Countless times each day consumers encounter sales people online, over the phone and in person, who use deception to take their money. They may appear to be salesmen, but people who deceive you for a buck are actually scammers.

Wouldn't it be nice if there were an easy way to identify a scammer? Well, there are signs you're being scammed, if you'll only be aware of them.

We often think of a conman as smooth and sophisticated, and some of the really good ones are. But more often than not, the people responsible for taking your money are nothing more than common thugs, and they behave that way.

When you are dealing with any business person, you have every right to be treated in a respectful manner and, above all, in a professional manner. A consumer recently wrote to ConsumerAffairs.com detailing her experience with a home warranty company. Things seemed fishy from the outset.

"I got a call from a gentleman, definitely using a fake voice, offering to give me a quote," she said. "At first, he seemed very helpful, but then as his fake voice kept going in and out, he started talking to someone else in his office, cussing, laughing, and making jokes."

Using profanity--not to mention a fake voice--is unprofessional behavior, and when you encounter it from someone trying to sell you something, it's a tipoff you're dealing with a scammer.

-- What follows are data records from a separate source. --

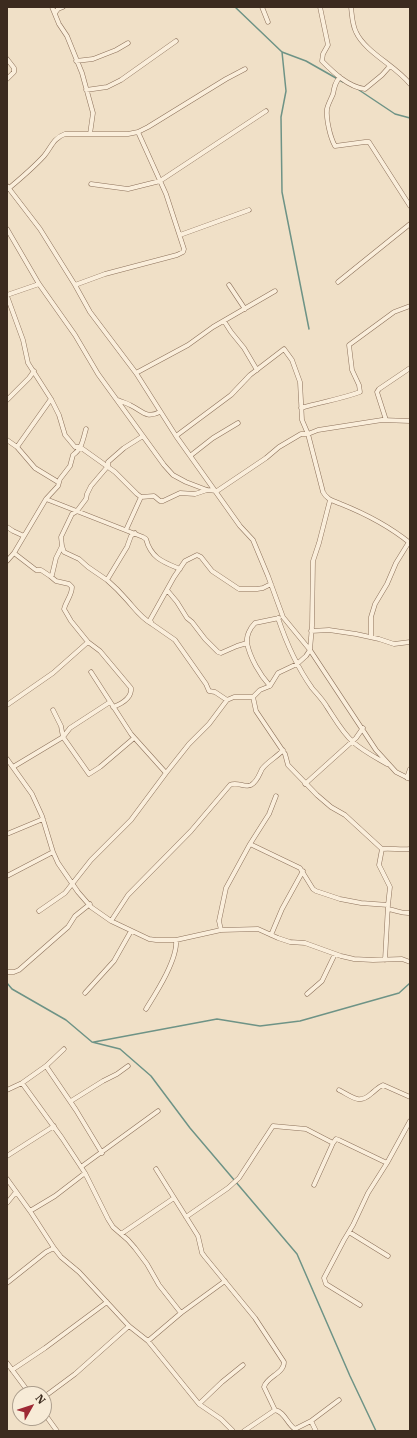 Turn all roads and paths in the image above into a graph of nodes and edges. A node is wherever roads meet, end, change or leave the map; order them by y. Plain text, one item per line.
1 (52, 7) edge
2 (63, 7) edge
3 (262, 7) edge
4 (320, 7) edge
5 (351, 7) edge
6 (55, 13) junction
7 (268, 22) dead end
8 (176, 41) dead end
9 (128, 43) dead end
10 (7, 58) edge
11 (76, 61) junction
12 (390, 66) junction
13 (245, 69) dead end
14 (340, 77) junction
15 (7, 79) edge
16 (410, 84) edge
17 (86, 90) junction
18 (266, 111) dead end
19 (138, 132) junction
20 (90, 134) junction
21 (160, 181) junction
22 (91, 184) dead end
23 (8, 188) edge
24 (410, 206) edge
25 (249, 210) dead end
26 (410, 224) edge
27 (7, 229) edge
28 (180, 235) junction
29 (338, 282) dead end
30 (39, 284) junction
31 (75, 285) junction
32 (230, 285) dead end
33 (275, 291) dead end
34 (7, 296) edge
35 (410, 306) edge
36 (245, 309) junction
37 (224, 321) junction
38 (410, 368) edge
39 (257, 370) junction
40 (34, 371) junction
41 (136, 373) junction
42 (51, 398) junction
43 (7, 400) edge
44 (117, 400) junction
45 (301, 408) junction
46 (160, 412) junction
47 (386, 420) junction
48 (410, 421) edge
49 (238, 423) dead end
50 (86, 429) dead end
51 (308, 434) junction
52 (143, 436) junction
53 (176, 436) junction
54 (7, 440) edge
55 (17, 447) junction
56 (80, 447) junction
57 (190, 456) junction
58 (108, 466) junction
59 (58, 482) junction
60 (207, 490) junction
61 (217, 491) junction
62 (142, 497) junction
63 (46, 499) junction
64 (330, 500) junction
65 (77, 511) junction
66 (7, 527) edge
67 (126, 530) junction
68 (135, 533) junction
69 (24, 536) junction
70 (409, 542) edge
71 (62, 546) junction
72 (14, 553) junction
73 (7, 561) edge
74 (180, 569) junction
75 (50, 576) junction
76 (107, 580) junction
77 (271, 584) junction
78 (167, 590) junction
79 (283, 617) junction
80 (278, 618) junction
81 (152, 624) junction
82 (291, 627) junction
83 (311, 631) junction
84 (282, 632) junction
85 (371, 637) junction
86 (88, 642) junction
87 (410, 642) edge
88 (247, 643) junction
89 (310, 650) junction
90 (297, 664) junction
91 (91, 672) dead end
92 (270, 686) junction
93 (253, 697) junction
94 (227, 700) junction
95 (110, 702) junction
96 (7, 705) edge
97 (113, 707) junction
98 (53, 710) dead end
99 (363, 728) junction
100 (63, 737) junction
101 (134, 738) junction
102 (352, 742) junction
103 (283, 750) junction
104 (7, 759) edge
105 (389, 765) junction
106 (13, 767) junction
107 (410, 769) edge
108 (166, 773) junction
109 (408, 778) edge
110 (306, 784) junction
111 (276, 796) dead end
112 (43, 819) junction
113 (7, 834) edge
114 (250, 844) junction
115 (382, 849) junction
116 (410, 849) edge
117 (53, 852) junction
118 (303, 871) junction
119 (7, 876) edge
120 (73, 885) junction
121 (90, 904) junction
122 (388, 907) junction
123 (39, 911) dead end
124 (410, 913) edge
125 (111, 921) junction
126 (221, 930) junction
127 (131, 931) junction
128 (271, 935) junction
129 (176, 940) junction
130 (335, 954) junction
131 (385, 960) junction
132 (410, 962) edge
133 (7, 972) edge
134 (86, 993) dead end
135 (307, 994) dead end
136 (146, 1009) dead end
137 (64, 1048) dead end
138 (46, 1066) junction
139 (128, 1066) dead end
140 (22, 1083) junction
141 (7, 1090) edge
142 (339, 1090) dead end
143 (410, 1097) edge
144 (71, 1101) junction
145 (158, 1111) dead end
146 (410, 1121) edge
147 (54, 1126) junction
148 (333, 1143) junction
149 (102, 1153) junction
150 (7, 1156) edge
151 (387, 1163) junction
152 (81, 1167) junction
153 (156, 1169) dead end
154 (85, 1173) junction
155 (7, 1179) edge
156 (314, 1185) dead end
157 (16, 1192) junction
158 (174, 1198) junction
159 (7, 1203) edge
160 (30, 1211) junction
161 (186, 1217) junction
162 (349, 1232) junction
163 (121, 1234) junction
164 (54, 1248) junction
165 (388, 1256) dead end
166 (225, 1281) junction
167 (7, 1283) edge
168 (107, 1302) junction
169 (360, 1305) dead end
170 (181, 1313) junction
171 (129, 1326) junction
172 (148, 1341) junction
173 (7, 1363) edge
174 (242, 1366) dead end
175 (12, 1370) junction
176 (24, 1386) edge
177 (52, 1391) edge
178 (339, 1400) dead end
179 (199, 1404) junction
180 (276, 1410) junction
181 (311, 1421) junction
182 (233, 1431) edge
183 (244, 1431) edge
184 (316, 1431) edge

1 - 6 street
2 - 6 street
3 - 7 street
4 - 14 street
5 - 12 street
6 - 11 street
8 - 17 street
9 - 11 street
10 - 15 street
11 - 17 street
12 - 14 street
12 - 16 street
13 - 19 street
14 - 24 street
17 - 20 street
18 - 21 street
19 - 20 street
19 - 21 street
20 - 23 street
21 - 22 street
21 - 28 street
23 - 31 street
25 - 28 street
26 - 29 street
27 - 30 street
28 - 31 street
30 - 34 street
30 - 44 street
31 - 41 street
32 - 36 street
33 - 36 street
34 - 40 street
35 - 45 street
36 - 37 street
37 - 39 street
37 - 41 street
38 - 47 street
39 - 45 street
39 - 53 street
40 - 42 street
40 - 43 street
41 - 46 street
42 - 55 street
42 - 56 street
44 - 46 street
44 - 52 street
45 - 51 street
46 - 53 street
47 - 48 street
47 - 51 street
49 - 57 street
50 - 56 street
51 - 61 street
51 - 64 street
52 - 58 street
52 - 60 street
53 - 57 street
54 - 55 street
55 - 59 street
56 - 58 street
56 - 59 street
57 - 61 street
58 - 62 street
58 - 65 street
59 - 63 street
60 - 61 street
60 - 62 street
61 - 77 street
62 - 67 street
63 - 65 street
63 - 69 street
64 - 70 street
64 - 83 street
65 - 67 street
65 - 71 street
66 - 69 street
67 - 68 street
68 - 74 street
68 - 76 street
69 - 72 street
70 - 85 street
71 - 75 street
71 - 76 street
72 - 73 street
72 - 75 street
74 - 77 street
74 - 78 street
75 - 86 street
76 - 81 street
77 - 79 street
78 - 81 street
78 - 88 street
79 - 80 street
79 - 82 street
80 - 84 street
80 - 88 street
81 - 94 street
82 - 84 street
82 - 89 street
83 - 85 street
83 - 89 street
84 - 90 street
85 - 87 street
86 - 96 street
86 - 97 street
88 - 92 street
89 - 90 street
89 - 99 street
90 - 92 street
90 - 102 street
91 - 95 street
92 - 93 street
93 - 94 street
93 - 103 street
94 - 108 street
95 - 97 street
95 - 100 street
97 - 101 street
98 - 100 street
99 - 102 street
99 - 105 street
100 - 101 street
100 - 106 street
101 - 108 street
102 - 105 street
102 - 110 street
103 - 110 street
103 - 125 street
104 - 106 street
105 - 109 street
106 - 112 street
107 - 109 street
108 - 120 street
110 - 115 street
111 - 114 street
112 - 113 street
112 - 117 street
114 - 118 street
114 - 126 street
115 - 116 street
115 - 122 street
117 - 119 street
117 - 120 street
118 - 122 street
118 - 128 street
120 - 121 street
120 - 123 street
121 - 125 street
121 - 133 street
122 - 124 street
122 - 131 street
125 - 127 street
126 - 128 street
126 - 129 street
127 - 129 street
127 - 134 street
128 - 130 street
129 - 136 street
130 - 131 street
130 - 135 street
131 - 132 street
137 - 138 street
138 - 140 street
138 - 144 street
139 - 144 street
140 - 141 street
140 - 147 street
142 - 143 street
144 - 149 street
145 - 149 street
146 - 151 street
147 - 150 street
147 - 152 street
148 - 151 street
148 - 156 street
148 - 161 street
149 - 152 street
151 - 162 street
152 - 154 street
153 - 158 street
154 - 160 street
154 - 163 street
155 - 157 street
157 - 159 street
157 - 160 street
158 - 161 street
158 - 163 street
160 - 164 street
161 - 166 street
162 - 165 street
162 - 169 street
163 - 170 street
164 - 167 street
164 - 168 street
166 - 170 street
166 - 180 street
168 - 171 street
168 - 175 street
170 - 172 street
171 - 172 street
171 - 177 street
172 - 179 street
173 - 175 street
174 - 179 street
175 - 176 street
178 - 181 street
179 - 182 street
180 - 181 street
180 - 183 street
181 - 184 street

It's also unprofessional if a business person threatens you. ConsumerAffairs.com receives numerous complaints from consumers describing harassment at the hands of debt collectors. Honest debt collectors will always maintain a firm, but professional demeanor. However, consumers have reported receiving repeated calls at work, complete with threats of arrest, and even physical harm.

People making these calls are scammers and should be reported to your state attorney general. You should not give them any money.

Professionalism should extend not just to verbal communication, but written communication as well. If letters and emails are filled with misspellings, poor grammar and punctuation, and odd syntax, it's another tipoff you're could be dealing with a scammer.

Business promotions are all too often scam territory. Unfortunately, legitimate and well-meaning businesses get caught up in these schemes because they don't do their homework, and hire what turn out to be scam operations to provide enticements to their customers.

"Free gas" promotions are a recent favorite, and many have turned out to be scams. If a business offers you a "free gas" card in return for doing something like sitting through a sales pitch, chances are, you'll never get the gas.

When you suddenly find it impossible to get in touch with the sales rep who is handling your account, chances are they're a scammer. Cassie, of Liberty, Missouri, found out the hard way after paying $3500 to a company that promised to help settle her tax debt with the IRS.

"We have called for a year and left message after message for a return phone call," she told ConsumerAffairs.com. "We still haven't received that call back. They did absolutely nothing for us. We will probably never see the money they took from us. We have since worked out a deal, by ourselves."

Scams have been around forever and there's no reason to think they'll ever disappear. If you can see one coming, you improve your chances of avoiding becoming a victim.